## What to produce:
Among the records, which lines include "Bengaluru"? List them.

## Record set:
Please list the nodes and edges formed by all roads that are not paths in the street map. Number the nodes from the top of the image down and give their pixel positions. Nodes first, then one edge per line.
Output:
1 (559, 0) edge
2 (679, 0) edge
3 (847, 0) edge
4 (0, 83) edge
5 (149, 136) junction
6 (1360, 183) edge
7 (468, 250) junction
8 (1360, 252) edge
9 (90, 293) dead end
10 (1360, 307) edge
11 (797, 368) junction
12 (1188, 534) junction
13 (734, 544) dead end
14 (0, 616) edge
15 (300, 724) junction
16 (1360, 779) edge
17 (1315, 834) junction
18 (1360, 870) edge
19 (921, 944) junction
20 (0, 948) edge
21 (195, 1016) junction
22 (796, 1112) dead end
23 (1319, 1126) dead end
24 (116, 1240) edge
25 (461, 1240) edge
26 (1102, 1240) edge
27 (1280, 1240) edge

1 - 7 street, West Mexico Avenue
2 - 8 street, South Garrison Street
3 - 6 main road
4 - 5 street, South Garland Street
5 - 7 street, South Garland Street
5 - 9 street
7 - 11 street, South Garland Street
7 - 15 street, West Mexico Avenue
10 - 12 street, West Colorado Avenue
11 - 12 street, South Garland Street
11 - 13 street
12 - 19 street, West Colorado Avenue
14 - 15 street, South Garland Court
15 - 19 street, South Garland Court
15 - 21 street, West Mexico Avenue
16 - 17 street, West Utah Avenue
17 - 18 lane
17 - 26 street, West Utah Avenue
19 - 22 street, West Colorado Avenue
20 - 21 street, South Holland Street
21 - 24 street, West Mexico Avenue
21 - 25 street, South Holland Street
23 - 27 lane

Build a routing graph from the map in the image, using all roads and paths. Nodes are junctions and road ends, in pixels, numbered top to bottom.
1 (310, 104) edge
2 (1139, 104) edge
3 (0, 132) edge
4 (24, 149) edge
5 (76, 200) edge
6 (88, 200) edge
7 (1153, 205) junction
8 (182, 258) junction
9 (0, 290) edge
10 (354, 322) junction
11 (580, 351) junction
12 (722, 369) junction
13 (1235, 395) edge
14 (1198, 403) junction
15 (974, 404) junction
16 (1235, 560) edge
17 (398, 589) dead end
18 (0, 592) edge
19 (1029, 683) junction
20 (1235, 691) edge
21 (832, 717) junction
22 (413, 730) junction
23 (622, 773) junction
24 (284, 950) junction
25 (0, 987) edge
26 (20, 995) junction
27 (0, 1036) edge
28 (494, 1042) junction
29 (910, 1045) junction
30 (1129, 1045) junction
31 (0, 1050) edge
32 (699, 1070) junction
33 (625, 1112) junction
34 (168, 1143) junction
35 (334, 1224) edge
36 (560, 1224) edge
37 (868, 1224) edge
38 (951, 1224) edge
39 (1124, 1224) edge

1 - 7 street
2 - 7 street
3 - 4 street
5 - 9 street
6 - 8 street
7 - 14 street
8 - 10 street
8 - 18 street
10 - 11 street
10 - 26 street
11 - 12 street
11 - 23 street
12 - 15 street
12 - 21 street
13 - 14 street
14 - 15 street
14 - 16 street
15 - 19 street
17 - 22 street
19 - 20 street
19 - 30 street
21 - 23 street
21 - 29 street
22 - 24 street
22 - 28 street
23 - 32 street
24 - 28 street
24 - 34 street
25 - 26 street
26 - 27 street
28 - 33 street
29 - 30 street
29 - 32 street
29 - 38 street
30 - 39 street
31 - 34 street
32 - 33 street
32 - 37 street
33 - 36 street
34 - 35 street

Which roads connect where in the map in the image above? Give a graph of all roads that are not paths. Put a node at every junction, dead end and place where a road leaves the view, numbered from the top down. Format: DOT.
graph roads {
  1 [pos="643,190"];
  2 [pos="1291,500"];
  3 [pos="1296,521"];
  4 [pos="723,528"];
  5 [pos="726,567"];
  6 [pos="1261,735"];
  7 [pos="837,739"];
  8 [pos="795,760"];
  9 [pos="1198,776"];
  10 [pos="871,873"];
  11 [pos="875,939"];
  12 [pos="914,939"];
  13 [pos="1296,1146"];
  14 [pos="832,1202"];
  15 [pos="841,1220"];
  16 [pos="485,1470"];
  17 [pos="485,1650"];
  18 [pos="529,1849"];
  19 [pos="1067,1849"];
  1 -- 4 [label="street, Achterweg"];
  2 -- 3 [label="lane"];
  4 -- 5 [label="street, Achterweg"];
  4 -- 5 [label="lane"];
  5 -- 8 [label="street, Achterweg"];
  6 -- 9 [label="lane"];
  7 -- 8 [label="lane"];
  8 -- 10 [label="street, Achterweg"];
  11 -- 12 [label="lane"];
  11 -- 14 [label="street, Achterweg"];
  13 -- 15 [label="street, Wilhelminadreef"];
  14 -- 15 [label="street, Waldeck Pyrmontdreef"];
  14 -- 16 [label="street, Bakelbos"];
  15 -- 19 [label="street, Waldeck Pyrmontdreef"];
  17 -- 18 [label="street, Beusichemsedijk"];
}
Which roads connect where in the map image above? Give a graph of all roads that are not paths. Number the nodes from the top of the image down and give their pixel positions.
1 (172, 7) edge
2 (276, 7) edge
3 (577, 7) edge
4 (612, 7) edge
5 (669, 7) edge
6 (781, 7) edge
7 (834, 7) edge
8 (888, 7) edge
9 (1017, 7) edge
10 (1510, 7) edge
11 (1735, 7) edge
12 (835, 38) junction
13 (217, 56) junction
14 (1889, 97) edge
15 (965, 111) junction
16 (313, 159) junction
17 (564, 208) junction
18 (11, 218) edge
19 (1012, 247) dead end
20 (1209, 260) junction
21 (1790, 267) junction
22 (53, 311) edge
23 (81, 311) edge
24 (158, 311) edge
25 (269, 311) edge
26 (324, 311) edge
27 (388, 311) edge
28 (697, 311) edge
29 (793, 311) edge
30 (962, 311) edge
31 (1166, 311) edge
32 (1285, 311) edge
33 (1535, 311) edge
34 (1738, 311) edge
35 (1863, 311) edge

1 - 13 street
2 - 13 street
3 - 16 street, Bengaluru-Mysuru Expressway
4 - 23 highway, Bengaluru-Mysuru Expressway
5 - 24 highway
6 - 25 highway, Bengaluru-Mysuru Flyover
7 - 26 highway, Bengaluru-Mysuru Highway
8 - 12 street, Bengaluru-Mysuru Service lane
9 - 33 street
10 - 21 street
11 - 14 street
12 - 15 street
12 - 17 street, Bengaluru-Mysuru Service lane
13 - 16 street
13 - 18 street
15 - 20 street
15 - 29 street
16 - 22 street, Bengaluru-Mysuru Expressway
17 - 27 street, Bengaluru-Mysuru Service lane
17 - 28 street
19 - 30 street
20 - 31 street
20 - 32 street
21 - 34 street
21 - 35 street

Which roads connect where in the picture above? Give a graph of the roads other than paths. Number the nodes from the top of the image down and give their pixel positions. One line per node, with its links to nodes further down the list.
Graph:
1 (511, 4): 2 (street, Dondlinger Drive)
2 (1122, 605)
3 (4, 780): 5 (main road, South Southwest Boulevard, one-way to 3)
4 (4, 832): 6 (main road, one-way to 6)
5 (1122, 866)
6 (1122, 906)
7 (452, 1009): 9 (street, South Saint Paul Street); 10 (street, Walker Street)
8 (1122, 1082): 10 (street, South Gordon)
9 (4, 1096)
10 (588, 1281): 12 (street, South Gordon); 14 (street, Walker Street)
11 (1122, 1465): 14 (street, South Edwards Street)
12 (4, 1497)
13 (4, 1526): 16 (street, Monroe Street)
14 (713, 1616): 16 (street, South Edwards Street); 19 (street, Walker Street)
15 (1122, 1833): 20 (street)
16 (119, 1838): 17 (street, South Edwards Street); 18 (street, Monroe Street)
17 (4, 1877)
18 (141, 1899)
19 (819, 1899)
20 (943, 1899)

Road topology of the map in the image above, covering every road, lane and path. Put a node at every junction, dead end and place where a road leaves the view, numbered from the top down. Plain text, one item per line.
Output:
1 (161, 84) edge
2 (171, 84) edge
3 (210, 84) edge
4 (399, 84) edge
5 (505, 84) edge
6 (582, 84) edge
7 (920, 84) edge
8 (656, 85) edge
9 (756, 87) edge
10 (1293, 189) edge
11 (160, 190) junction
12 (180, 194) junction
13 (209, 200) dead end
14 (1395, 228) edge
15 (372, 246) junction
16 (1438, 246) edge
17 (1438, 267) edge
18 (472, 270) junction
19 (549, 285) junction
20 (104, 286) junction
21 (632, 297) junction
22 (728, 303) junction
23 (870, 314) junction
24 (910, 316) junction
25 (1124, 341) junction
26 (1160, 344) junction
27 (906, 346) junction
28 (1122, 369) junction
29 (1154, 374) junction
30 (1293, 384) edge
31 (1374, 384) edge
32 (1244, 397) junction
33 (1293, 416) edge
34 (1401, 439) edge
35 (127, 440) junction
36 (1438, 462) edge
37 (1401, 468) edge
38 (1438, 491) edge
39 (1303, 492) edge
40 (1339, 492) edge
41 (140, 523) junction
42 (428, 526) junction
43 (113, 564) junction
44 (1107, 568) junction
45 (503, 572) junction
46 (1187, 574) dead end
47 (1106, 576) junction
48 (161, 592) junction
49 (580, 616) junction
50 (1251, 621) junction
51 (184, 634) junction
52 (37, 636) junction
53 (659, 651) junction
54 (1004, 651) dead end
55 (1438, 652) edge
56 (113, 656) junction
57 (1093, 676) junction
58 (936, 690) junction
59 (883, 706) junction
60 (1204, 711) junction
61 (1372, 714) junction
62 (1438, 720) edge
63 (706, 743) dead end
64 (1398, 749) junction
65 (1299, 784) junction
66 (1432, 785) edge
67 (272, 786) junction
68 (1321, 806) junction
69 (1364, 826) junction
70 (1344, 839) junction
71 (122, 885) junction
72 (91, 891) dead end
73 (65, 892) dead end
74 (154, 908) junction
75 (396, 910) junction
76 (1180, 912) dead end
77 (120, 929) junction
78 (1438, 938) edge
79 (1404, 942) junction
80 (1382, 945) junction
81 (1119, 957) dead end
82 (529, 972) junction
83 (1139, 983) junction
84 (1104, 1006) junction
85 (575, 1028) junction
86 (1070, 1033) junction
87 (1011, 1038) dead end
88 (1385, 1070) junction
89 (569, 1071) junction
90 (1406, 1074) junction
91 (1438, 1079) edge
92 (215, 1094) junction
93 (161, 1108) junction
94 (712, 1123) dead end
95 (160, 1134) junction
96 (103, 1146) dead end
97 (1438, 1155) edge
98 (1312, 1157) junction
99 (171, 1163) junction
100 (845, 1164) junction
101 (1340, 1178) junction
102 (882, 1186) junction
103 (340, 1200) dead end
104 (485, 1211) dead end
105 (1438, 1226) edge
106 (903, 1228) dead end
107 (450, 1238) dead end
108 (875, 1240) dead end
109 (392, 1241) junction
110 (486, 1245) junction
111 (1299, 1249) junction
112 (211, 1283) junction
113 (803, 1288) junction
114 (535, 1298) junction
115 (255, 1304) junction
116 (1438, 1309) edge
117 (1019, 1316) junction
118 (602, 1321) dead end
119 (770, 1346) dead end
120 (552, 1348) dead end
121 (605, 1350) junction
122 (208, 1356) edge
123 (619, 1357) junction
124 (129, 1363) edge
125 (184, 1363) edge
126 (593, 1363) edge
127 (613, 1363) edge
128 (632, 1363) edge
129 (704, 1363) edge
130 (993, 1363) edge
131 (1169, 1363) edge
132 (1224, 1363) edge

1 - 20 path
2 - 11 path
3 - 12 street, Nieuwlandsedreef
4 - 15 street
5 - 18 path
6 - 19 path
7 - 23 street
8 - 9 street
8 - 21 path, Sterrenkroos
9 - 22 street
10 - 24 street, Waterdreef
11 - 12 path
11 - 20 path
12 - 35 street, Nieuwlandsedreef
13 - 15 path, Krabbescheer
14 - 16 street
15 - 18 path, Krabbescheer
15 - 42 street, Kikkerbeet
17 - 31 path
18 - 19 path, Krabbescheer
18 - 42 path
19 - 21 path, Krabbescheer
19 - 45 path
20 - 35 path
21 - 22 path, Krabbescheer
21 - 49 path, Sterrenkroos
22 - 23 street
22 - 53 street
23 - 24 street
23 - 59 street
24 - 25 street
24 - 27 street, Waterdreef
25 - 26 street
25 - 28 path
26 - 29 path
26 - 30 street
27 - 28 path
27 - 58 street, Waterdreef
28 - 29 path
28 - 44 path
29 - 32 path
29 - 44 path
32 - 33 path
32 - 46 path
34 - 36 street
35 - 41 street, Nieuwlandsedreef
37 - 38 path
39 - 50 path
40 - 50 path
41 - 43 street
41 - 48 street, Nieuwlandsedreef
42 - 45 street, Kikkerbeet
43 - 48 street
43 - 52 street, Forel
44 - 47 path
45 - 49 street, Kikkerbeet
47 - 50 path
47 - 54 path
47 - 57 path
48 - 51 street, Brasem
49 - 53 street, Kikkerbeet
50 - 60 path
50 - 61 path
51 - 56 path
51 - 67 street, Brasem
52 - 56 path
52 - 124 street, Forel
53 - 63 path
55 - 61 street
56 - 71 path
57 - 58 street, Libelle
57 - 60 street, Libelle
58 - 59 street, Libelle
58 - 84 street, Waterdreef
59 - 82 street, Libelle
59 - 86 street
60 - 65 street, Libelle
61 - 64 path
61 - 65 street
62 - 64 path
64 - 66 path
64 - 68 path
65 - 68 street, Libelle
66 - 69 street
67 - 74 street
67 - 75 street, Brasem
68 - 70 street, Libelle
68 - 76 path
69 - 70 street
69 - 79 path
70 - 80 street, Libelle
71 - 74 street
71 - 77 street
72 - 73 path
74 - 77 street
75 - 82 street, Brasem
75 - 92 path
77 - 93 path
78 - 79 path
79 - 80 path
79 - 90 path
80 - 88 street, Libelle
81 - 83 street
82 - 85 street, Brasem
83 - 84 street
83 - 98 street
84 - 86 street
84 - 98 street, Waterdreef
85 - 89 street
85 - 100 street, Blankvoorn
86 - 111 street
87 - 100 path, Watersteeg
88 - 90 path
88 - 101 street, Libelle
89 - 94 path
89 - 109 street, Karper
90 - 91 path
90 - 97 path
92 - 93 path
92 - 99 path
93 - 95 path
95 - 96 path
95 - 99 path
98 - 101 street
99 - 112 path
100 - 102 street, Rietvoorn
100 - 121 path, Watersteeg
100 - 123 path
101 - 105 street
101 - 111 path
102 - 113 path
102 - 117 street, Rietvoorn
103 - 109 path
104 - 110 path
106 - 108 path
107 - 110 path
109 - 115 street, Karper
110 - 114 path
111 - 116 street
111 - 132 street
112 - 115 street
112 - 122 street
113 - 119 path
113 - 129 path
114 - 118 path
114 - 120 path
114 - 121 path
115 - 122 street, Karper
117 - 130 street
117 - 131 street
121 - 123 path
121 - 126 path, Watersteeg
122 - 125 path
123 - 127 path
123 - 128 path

## Reply:
3 - 16 street, Bengaluru-Mysuru Expressway
4 - 23 highway, Bengaluru-Mysuru Expressway
6 - 25 highway, Bengaluru-Mysuru Flyover
7 - 26 highway, Bengaluru-Mysuru Highway
8 - 12 street, Bengaluru-Mysuru Service lane
12 - 17 street, Bengaluru-Mysuru Service lane
16 - 22 street, Bengaluru-Mysuru Expressway
17 - 27 street, Bengaluru-Mysuru Service lane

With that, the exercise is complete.